Article from examiner.com

H.R. 2749, submitted by Rep. John Dingell says its purpose is to, “To amend Federal Food, Drug, and Cosmetic Act to improve the safety of food in the global market, and for other purposes.”

Careful reading of the bill reveals that its real mission is to greatly increase FDA regulatory powers over the national food supply and food providers by granting the FDA authority to:

  • Regulate how crops are raised
  • Regulate the harvest of those crops
  • Quarantine a geographic area
  • Establish a national food tracing system
  • Establish carbon monoxide as a safe food additive for use in coloring meat
  • Make warrantless searches of business records

This bill is an enhancement of H.R. 759 and H.R. 857, previously proposed food regulation bills in the 111th Congress, and co-sponsored primarily by the same representatives.

H.R. 2749 calls for an annual registration fee of $1,000 and gives the FDA the power to adjust the fee each year. No cap is stated for the fee, nor is there any language to limit the amount the fee could be raised from year to year. This bill exempts from control the small number of producers where food is produced on the farm and sold directly to a consumer or restaurant by the farmer or agent.

Perhaps the most disturbing language in this bill is in Section 106, Access to Records. This section gives the FDA the right to conduct warrantless searches of business records. Warrantless searches are specifically prohibited by the U.S. Constitution.

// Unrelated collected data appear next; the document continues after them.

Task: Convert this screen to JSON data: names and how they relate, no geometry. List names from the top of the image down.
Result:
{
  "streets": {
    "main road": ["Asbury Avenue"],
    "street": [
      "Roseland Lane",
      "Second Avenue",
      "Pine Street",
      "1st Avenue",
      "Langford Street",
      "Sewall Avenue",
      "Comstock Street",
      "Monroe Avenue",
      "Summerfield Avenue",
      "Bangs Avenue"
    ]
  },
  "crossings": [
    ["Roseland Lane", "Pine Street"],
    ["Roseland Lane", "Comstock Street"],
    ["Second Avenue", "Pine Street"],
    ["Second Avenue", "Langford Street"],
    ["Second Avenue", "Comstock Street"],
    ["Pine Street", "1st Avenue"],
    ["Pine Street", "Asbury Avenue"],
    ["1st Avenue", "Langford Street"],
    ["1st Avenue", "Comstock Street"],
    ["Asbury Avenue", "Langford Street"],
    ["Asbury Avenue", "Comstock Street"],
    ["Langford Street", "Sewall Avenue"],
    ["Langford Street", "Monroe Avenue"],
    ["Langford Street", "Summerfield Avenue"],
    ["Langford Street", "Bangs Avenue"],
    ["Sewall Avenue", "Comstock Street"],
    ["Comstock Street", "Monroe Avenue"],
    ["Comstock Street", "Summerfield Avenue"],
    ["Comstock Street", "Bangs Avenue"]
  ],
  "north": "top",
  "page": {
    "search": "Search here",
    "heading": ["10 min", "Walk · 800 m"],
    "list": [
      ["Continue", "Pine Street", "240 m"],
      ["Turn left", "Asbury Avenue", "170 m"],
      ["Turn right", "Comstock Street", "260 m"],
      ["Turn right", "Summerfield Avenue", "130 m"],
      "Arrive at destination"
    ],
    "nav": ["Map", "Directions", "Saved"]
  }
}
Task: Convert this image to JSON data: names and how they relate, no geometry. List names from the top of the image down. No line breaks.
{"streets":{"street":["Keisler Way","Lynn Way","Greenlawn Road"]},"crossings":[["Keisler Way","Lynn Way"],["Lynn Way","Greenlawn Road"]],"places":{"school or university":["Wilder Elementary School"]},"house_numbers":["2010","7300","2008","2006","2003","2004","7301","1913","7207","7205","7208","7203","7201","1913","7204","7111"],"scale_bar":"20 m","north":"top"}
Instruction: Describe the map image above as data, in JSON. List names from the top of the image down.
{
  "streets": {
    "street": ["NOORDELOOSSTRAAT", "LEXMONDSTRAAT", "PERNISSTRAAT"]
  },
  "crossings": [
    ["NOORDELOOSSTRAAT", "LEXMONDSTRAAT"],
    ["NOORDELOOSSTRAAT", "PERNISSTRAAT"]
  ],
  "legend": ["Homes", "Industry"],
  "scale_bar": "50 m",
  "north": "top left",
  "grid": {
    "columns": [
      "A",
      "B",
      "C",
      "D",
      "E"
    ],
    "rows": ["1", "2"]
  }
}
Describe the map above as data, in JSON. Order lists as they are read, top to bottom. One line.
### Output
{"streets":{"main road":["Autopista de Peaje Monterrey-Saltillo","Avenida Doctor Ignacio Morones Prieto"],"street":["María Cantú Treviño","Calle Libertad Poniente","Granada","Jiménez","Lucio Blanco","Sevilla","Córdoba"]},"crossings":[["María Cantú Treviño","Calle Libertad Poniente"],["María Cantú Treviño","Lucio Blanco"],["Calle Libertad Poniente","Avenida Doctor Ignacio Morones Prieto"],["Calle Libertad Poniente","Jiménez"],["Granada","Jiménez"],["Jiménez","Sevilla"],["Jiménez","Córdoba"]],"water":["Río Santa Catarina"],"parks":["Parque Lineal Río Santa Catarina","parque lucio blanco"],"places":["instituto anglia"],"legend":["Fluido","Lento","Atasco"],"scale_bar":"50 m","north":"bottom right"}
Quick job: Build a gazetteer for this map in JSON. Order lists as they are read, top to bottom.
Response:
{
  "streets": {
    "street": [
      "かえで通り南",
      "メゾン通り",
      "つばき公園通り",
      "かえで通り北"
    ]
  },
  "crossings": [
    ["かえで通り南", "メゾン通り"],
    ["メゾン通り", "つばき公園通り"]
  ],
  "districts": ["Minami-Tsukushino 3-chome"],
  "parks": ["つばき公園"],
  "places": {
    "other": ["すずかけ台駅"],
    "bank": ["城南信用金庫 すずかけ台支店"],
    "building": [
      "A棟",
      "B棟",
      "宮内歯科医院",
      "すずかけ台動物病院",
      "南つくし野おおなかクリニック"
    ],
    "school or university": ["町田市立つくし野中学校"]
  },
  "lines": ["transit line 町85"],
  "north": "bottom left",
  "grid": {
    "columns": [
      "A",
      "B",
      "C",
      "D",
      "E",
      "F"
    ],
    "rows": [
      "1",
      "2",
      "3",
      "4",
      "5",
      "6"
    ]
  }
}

U.S. Constitution. Amendment IV says, "The right of the people to be secure in their persons, houses, papers, and effects, against unreasonable searches and seizures, shall not be violated, and no Warrants shall issue, but upon probable cause, supported by Oath or affirmation, and particularly describing the place to be searched, and the persons or things to be seized."

The Access to Records language in Section 106 does mention,”at reasonable times and within reasonable limits and in a reasonable manner.” However, this bill fails to outline who gets to determine reasonable.

H.R. 2749 also call for the establishment of a Tracing System for Food. The system will regulate every person who produces, manufactures, processes, packs, transports, or holds related food. Each producer will be required to:

  • Maintain the full pedigree of the origin and previous distribution history of the food
  • Link that history with the subsequent distribution history of the food
  • Establish and maintain a system for tracing the food that is interoperable with the systems established and maintained by other such persons
  • Use a unique identifier for each facility owned or operated

The FDA will be required to hold only two (2) public meeting in the United States for the purpose of gathering public comment. Also, the FDA will be required to conduct only one (1) pilot project to explore and evaluate tracing systems for food. The miniscule amount of public comment to be gathered concerning this bill suggests that the sponsors of the bill are unconcerned with the effect this legislatoon has on American consumers and food producers. With monumental legislation requiring time-consuming recording keeping and large producer cost increases the will get passed onto conumers, conducting public hearings and pilot projects in all 50 states would be the prudent and responsible thing to do.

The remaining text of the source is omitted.